EXERCISE BRIEF: Give the lines below again exactly, starting with the line that holds "5L8 12l10 7zM5" and going on through the line that holds "4h4l2 5-3 2q2".

LISTED RECORDS:

___

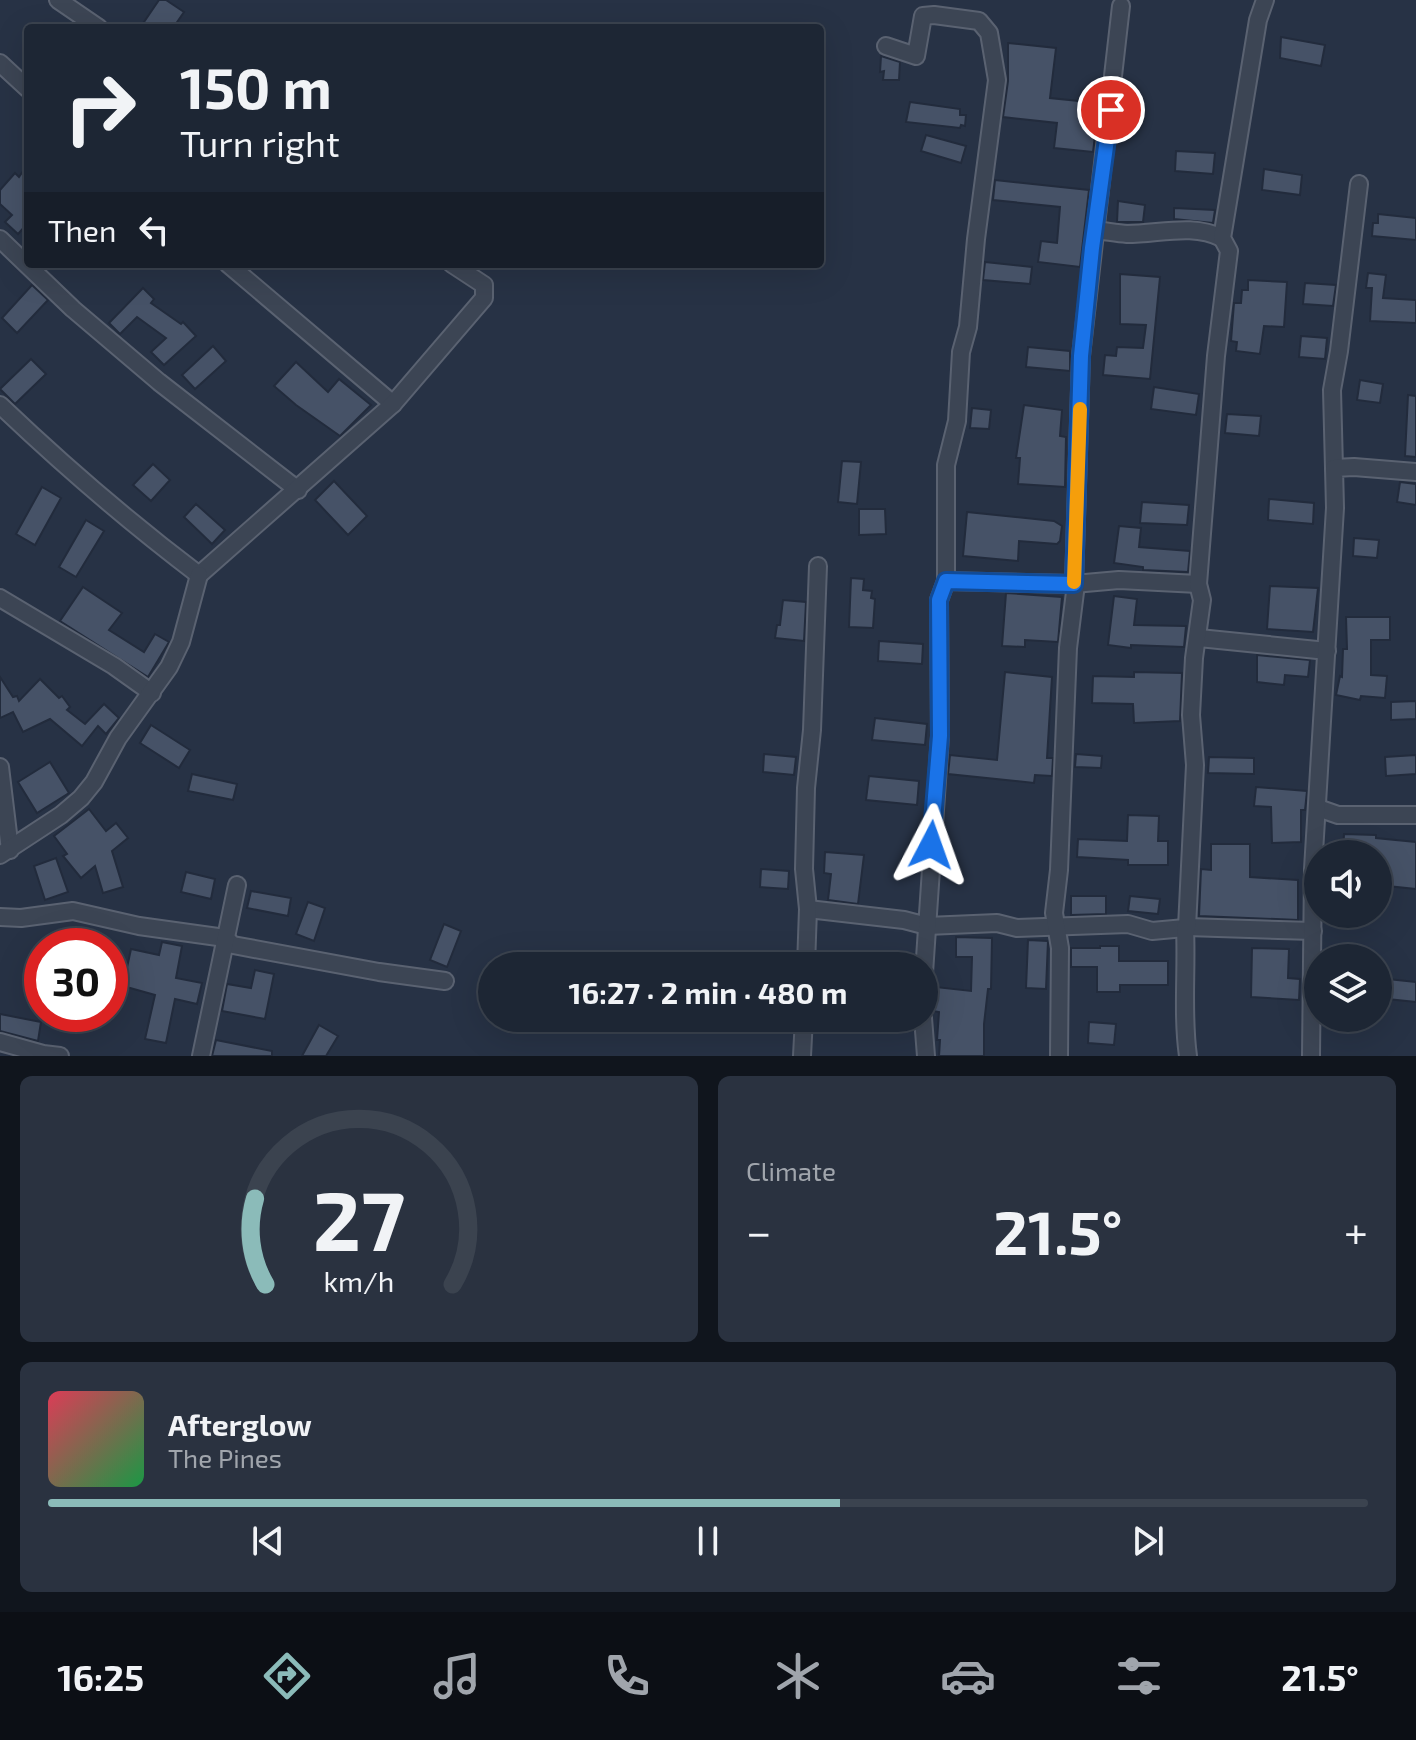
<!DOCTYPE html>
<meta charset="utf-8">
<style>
body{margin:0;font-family:"Exo 2",sans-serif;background:#2a3240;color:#f1f3f6;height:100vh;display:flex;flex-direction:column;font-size:30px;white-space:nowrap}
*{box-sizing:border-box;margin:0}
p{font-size:26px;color:#a0a5ac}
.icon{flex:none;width:44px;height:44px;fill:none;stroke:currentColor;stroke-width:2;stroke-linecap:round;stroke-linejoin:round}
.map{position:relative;height:1056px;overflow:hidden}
.sheet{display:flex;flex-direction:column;gap:20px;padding:20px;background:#10151d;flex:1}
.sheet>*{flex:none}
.banner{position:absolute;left:24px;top:24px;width:800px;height:244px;border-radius:8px;box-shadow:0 8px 32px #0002,0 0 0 2px #3b434f;background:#1d2634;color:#f1f3f6;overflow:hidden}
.tools{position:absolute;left:1304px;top:840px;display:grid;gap:16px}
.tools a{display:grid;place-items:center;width:88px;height:88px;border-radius:50%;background:#1d2634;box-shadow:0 8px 32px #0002,0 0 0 2px #3b434f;font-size:40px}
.speed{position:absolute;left:24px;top:928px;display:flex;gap:16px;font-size:40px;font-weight:700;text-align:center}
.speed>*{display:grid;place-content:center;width:104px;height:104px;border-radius:50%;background:#1d2634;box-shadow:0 8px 32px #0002,0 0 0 2px #3b434f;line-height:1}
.speed .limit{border:12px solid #d22;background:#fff;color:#111}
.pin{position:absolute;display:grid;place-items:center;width:68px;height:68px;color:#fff;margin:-34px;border:4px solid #fff;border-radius:50%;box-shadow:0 2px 8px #0007}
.me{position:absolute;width:88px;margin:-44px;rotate:4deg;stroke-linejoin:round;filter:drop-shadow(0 0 6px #0008)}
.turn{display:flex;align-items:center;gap:28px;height:168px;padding:0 24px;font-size:36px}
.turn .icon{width:104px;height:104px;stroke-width:2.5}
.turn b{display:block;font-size:56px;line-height:68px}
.then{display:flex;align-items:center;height:76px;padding:0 24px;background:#0003;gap:16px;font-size:30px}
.big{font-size:60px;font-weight:700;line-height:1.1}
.sheet .tile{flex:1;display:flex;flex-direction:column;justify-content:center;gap:12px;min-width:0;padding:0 28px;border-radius:12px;background:#2a3240}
.sheet .dial{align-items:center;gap:0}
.dial svg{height:208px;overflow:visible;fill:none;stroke:#3b434f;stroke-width:7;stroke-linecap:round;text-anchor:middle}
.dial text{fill:#f1f3f6;stroke:none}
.song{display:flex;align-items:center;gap:24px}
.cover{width:96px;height:96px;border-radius:12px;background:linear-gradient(135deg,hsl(350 70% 55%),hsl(140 70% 35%))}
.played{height:8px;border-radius:4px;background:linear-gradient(90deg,#8bbbb9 60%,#3b434f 60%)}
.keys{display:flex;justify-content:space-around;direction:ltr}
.heat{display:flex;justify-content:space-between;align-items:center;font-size:44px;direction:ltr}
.sheet .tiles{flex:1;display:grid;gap:20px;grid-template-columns:1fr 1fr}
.tile:last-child{grid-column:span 2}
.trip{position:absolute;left:478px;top:952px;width:460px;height:80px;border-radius:40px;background:#1d2634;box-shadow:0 8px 32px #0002,0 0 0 2px #3b434f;font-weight:700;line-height:80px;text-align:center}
.tab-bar{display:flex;height:128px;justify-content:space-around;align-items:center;background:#0c0f15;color:#a0a5ac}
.tab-bar .icon{width:56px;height:56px}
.tab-bar .active{color:#8bbbb9}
.tab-bar b{font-size:36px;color:#f1f3f6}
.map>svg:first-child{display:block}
.building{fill:#465267;stroke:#222b3c;stroke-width:2}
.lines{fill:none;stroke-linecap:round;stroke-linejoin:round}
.minor-casing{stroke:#5a6271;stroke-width:20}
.minor{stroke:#3c4554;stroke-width:16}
.route-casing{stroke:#114b97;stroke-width:20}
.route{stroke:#1a73e8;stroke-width:14}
.slow{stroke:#f59e0b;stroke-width:14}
</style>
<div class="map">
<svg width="1416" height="1056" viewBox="0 0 1416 1056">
<rect width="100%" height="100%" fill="#273245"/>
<g class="building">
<polygon points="159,0 166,0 184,12 173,28 147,28 142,25"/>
<polygon points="1281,37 1325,45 1321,66 1280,58"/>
<polygon points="1008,43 1056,48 1050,98 1099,103 1093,152 1054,148 1057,123 1003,117 1008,81"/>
<polygon points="881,56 900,62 899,80 883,80 884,71 880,72"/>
<polygon points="910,102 960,109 960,115 966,115 965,126 961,125 960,128 906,122"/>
<polygon points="926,135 966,146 961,163 921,151"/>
<polygon points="1176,151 1215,153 1213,174 1175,171"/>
<polygon points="28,164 28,223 18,234 5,222 12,215 0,204 0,190 15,173 19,177"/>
<polygon points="1264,169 1302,175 1300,195 1262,190"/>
<polygon points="995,180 1089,190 1080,267 1038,262 1041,241 1057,243 1060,207 993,200"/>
<polygon points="1118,201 1145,205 1143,222 1117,222"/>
<polygon points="1174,208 1215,210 1213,223 1174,219"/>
<polygon points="1378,214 1416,218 1416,240 1372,236 1373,223 1378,223"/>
<polygon points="985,262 1032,267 1030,284 983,280"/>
<polygon points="1368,273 1386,275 1383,298 1416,300 1416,323 1370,321 1372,288 1366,288"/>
<polygon points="1120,274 1160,277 1150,379 1103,375 1105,355 1116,356 1117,347 1143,348 1146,325 1120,324"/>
<polygon points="1248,280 1287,282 1284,327 1264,326 1260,354 1236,351 1237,342 1231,341 1234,303 1241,303 1242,290 1248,290"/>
<polygon points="1305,283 1336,285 1333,306 1303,304"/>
<polygon points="32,285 48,300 17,333 2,318"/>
<polygon points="143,288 154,299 151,303 181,324 183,322 196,336 164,365 151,352 166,338 137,317 120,334 109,323"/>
<polygon points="1301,336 1327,338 1325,359 1299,357"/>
<polygon points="213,346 226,361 195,389 182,375"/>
<polygon points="1028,347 1070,351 1070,371 1026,367"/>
<polygon points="31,359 46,374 15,404 0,389"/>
<polygon points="296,362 328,392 339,379 371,405 340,436 296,405 274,386"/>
<polygon points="1360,380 1383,384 1380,403 1357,400"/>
<polygon points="1154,387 1199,394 1196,415 1151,409"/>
<polygon points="1408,395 1416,396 1416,457 1405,456"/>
<polygon points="1024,405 1062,410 1060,436 1066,437 1065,487 1018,484 1020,458 1016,458"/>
<polygon points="972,408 991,410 989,429 970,428"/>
<polygon points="1227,414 1261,416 1259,436 1225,433"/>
<polygon points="842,461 861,462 857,504 838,502"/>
<polygon points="153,464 170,480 151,501 133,485"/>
<polygon points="334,481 367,516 348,535 315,500"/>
<polygon points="1400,482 1416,484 1416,505 1397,502"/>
<polygon points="42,487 61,498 35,545 16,534"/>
<polygon points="1269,499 1314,503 1313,524 1268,520"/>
<polygon points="1142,502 1189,505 1187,525 1140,523"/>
<polygon points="196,504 225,530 212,544 184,517"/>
<polygon points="859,509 885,509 886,534 859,535"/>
<polygon points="967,512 1054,521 1062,526 1060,541 1057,544 1019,541 1018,561 963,556"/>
<polygon points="86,520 104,531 76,577 59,567"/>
<polygon points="1119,526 1141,528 1139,547 1190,551 1188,572 1143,570 1143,567 1114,563"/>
<polygon points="1354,538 1379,540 1377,558 1353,556"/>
<polygon points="851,578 864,579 863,590 872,591 871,598 875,599 873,628 849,627"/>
<polygon points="1270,586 1318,588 1313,632 1267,629"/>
<polygon points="83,587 122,613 109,630 144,652 155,634 169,642 148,677 60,621"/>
<polygon points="1006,593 1062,597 1058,642 1025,640 1025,647 1002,646"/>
<polygon points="1114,596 1137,599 1134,625 1186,626 1184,647 1131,645 1131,648 1108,645"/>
<polygon points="783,600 806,602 804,641 775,638 777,625 780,625"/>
<polygon points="1346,617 1390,617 1390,640 1371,640 1371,675 1387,676 1385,698 1361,696 1360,700 1336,695 1340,676 1342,677 1343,649 1347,649"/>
<polygon points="879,641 923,644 922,664 878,661"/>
<polygon points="1257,655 1310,660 1308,677 1285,675 1284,685 1257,682"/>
<polygon points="1005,672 1052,677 1047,758 1053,758 1052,776 1035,775 1034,783 948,774 950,755 997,760"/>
<polygon points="1134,672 1182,673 1180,721 1134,723 1133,704 1092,703 1093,676 1134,677"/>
<polygon points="0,677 13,697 17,696 19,701 40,679 59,698 62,696 70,707 67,710 85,724 104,704 119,718 106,734 98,726 82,746 50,719 23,732 13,712 0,718"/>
<polygon points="1416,701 1416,719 1391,720 1391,702"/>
<polygon points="875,718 927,724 925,745 872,740"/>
<polygon points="151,725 190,750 179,768 140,743"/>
<polygon points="764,754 796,757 794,775 763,772"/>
<polygon points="1076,754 1102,756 1101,768 1075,767"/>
<polygon points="1416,755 1416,774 1386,776 1385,757"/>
<polygon points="1209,757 1254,758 1254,774 1208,773"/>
<polygon points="50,762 69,793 37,813 18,782"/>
<polygon points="192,774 237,784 233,800 188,791"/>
<polygon points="869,776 919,781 917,805 866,800"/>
<polygon points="1256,787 1307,791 1305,810 1301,810 1301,842 1272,843 1271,807 1254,806"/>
<polygon points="89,809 106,831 116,823 128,838 112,851 123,887 103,893 95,866 81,878 63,856 67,854 54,836"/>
<polygon points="1128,815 1159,816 1158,841 1168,841 1168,865 1128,865 1128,860 1077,857 1078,839 1127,841"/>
<polygon points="1344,834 1376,835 1376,838 1416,842 1416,889 1378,885 1381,861 1378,860 1378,854 1343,854"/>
<polygon points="1211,844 1250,844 1250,877 1298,880 1298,920 1199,916 1201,869 1211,870"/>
<polygon points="825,852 864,855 858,904 828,900 831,874 824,873"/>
<polygon points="56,858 68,892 45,900 34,866"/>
<polygon points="761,869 789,871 788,889 760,887"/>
<polygon points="186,872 215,879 211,899 181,892"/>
<polygon points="251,891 291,898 288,916 247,908"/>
<polygon points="1071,896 1106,896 1106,914 1071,915"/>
<polygon points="1130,896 1160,899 1158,914 1128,911"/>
<polygon points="308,902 325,908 314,941 296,934"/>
<polygon points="444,924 461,931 447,967 430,960"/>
<polygon points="956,937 992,938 991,989 988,989 984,1024 984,1056 939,1056 940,1040 937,1040 939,1012 933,1011 936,987 971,991 972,957 956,957"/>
<polygon points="1028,940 1048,941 1046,989 1026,988"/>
<polygon points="162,942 182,946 176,978 202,983 197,1004 175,999 166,1043 145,1039 155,995 123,986 131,949 159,955"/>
<polygon points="1100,946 1119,946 1119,961 1168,961 1168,985 1120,985 1120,992 1097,992 1097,967 1071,967 1071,948 1100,948"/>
<polygon points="1252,948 1289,949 1288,978 1300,979 1299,1000 1251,997"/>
<polygon points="865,954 914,959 913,966 864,966"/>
<polygon points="255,970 274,974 265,1019 222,1011 227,984 251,988"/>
<polygon points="1378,978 1416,982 1416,1002 1378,998"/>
<polygon points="0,1014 41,1022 38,1041 0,1031"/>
<polygon points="1089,1022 1116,1024 1114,1045 1088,1043"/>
<polygon points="319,1025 338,1036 326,1056 302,1056"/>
<polygon points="216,1040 272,1051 272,1056 212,1056"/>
</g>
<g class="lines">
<defs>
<g id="minor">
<polyline points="58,0 99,28"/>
<polyline points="1121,6 1081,356 1074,584 1119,580 1198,584"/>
<polyline points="886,46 916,56 923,16 934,15 979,21 989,33 997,80 976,239 968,327 961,352 957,421 946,465 946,581 1074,584"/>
<polyline points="0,63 28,89"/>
<path d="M1095 230C1105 231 1116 233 1127 234 1160 234 1192 223 1222 238"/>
<polyline points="0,239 73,309 159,382 298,490"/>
<polyline points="228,264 393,404"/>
<path d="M0 405C64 466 129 522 199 575L393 404 484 298V285L452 264"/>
<polyline points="1334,468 1332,390 1339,351 1359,184"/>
<polyline points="0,598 114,666 152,693"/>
<polyline points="1199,638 1327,651"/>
<polyline points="0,767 10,850"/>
<polyline points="1318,808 1338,815 1416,815"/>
<polyline points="0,855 61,815 81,798 94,782 118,738 169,667 181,642 199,575"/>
<polyline points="808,909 904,920 927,926 997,923 1017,928 1128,924 1152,931 1185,928"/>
<polyline points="0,917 21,918 73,911 139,926 225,938 233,945 379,972 445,981"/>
<polyline points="1187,927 1313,931"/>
<polyline points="806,966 808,909 804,869 806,788 812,730 818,566"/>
<polyline points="924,973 940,736 939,600 946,581"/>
<polyline points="923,1018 926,1056"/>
<polyline points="0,1042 43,1054 60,1056"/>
<polyline points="201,1056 237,885"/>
<polyline points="802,1056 804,1018"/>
<polyline points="1059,1056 1060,948 1054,913 1059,870 1068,648 1076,584"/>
<path d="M1188 1056C1182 1014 1187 971 1185 928L1187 927 1195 765 1191 715 1194 658 1202 600 1198 584 1216 356 1229 251 1222 238 1258 20 1265 0"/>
<polyline points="1311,1056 1313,869 1335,508 1334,468 1354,467 1416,472"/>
</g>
</defs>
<use href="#minor" class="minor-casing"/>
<use href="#minor" class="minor"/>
</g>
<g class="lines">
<defs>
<polyline id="route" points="931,845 940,736 939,600 946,581 1074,584 1081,356 1092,248 1111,110"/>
</defs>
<use href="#route" class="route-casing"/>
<use href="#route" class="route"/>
<polyline class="slow" points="1074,582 1080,409"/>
</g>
</svg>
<div class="tools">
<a><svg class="icon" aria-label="sound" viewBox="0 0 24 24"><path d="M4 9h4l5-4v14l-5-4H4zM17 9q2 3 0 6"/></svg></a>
<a><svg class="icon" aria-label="layers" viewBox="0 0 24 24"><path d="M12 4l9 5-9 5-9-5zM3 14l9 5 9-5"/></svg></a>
</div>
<div class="speed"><div class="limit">30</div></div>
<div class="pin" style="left:1111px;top:110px;background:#d93025"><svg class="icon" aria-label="arrive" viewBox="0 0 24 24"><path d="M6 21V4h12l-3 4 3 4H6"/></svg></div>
<svg class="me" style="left:931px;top:845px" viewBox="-20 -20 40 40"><path d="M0-17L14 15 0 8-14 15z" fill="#1a73e8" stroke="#fff" stroke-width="4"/></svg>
<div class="trip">16:27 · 2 min · 480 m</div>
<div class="banner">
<div class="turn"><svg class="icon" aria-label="right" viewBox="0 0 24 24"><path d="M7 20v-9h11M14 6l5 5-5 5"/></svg><div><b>150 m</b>Turn right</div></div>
<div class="then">Then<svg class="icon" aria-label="left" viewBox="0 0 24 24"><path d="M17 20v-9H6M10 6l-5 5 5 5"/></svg></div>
</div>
</div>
<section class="sheet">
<div class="tiles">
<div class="tile dial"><svg viewBox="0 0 100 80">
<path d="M14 69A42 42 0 1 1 86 69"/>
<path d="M14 69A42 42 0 0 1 10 36" stroke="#8bbbb9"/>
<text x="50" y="56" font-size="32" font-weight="700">27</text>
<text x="50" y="72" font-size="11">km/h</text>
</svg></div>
<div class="tile"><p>Climate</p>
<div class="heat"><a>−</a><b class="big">21.5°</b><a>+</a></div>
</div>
<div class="tile">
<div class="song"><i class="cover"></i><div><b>Afterglow</b><p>The Pines</p></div></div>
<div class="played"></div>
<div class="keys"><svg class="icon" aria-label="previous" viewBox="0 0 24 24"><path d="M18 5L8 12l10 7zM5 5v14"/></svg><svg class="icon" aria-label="pause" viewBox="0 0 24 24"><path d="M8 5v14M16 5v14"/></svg><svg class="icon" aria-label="next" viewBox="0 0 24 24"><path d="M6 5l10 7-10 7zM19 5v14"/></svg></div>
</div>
</div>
</section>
<nav class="tab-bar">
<b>16:25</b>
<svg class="icon active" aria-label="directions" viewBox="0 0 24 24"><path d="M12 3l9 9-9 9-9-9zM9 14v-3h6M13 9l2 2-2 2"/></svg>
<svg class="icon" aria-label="music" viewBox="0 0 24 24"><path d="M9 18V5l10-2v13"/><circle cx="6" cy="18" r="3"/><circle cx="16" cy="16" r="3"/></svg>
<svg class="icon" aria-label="phone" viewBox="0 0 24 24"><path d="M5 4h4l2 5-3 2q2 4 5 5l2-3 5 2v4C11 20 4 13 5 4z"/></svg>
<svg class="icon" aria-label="climate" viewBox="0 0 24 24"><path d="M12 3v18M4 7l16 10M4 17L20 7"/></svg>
<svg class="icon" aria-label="car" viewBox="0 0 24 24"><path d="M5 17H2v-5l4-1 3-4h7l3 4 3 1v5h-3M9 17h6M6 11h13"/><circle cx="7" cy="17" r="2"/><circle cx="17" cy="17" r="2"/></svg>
<svg class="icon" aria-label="filters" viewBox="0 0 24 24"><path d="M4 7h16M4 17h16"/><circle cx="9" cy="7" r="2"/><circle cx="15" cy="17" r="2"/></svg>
<b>21.5°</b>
</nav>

___

YOUR RESPONSE:
<div class="keys"><svg class="icon" aria-label="previous" viewBox="0 0 24 24"><path d="M18 5L8 12l10 7zM5 5v14"/></svg><svg class="icon" aria-label="pause" viewBox="0 0 24 24"><path d="M8 5v14M16 5v14"/></svg><svg class="icon" aria-label="next" viewBox="0 0 24 24"><path d="M6 5l10 7-10 7zM19 5v14"/></svg></div>
</div>
</div>
</section>
<nav class="tab-bar">
<b>16:25</b>
<svg class="icon active" aria-label="directions" viewBox="0 0 24 24"><path d="M12 3l9 9-9 9-9-9zM9 14v-3h6M13 9l2 2-2 2"/></svg>
<svg class="icon" aria-label="music" viewBox="0 0 24 24"><path d="M9 18V5l10-2v13"/><circle cx="6" cy="18" r="3"/><circle cx="16" cy="16" r="3"/></svg>
<svg class="icon" aria-label="phone" viewBox="0 0 24 24"><path d="M5 4h4l2 5-3 2q2 4 5 5l2-3 5 2v4C11 20 4 13 5 4z"/></svg>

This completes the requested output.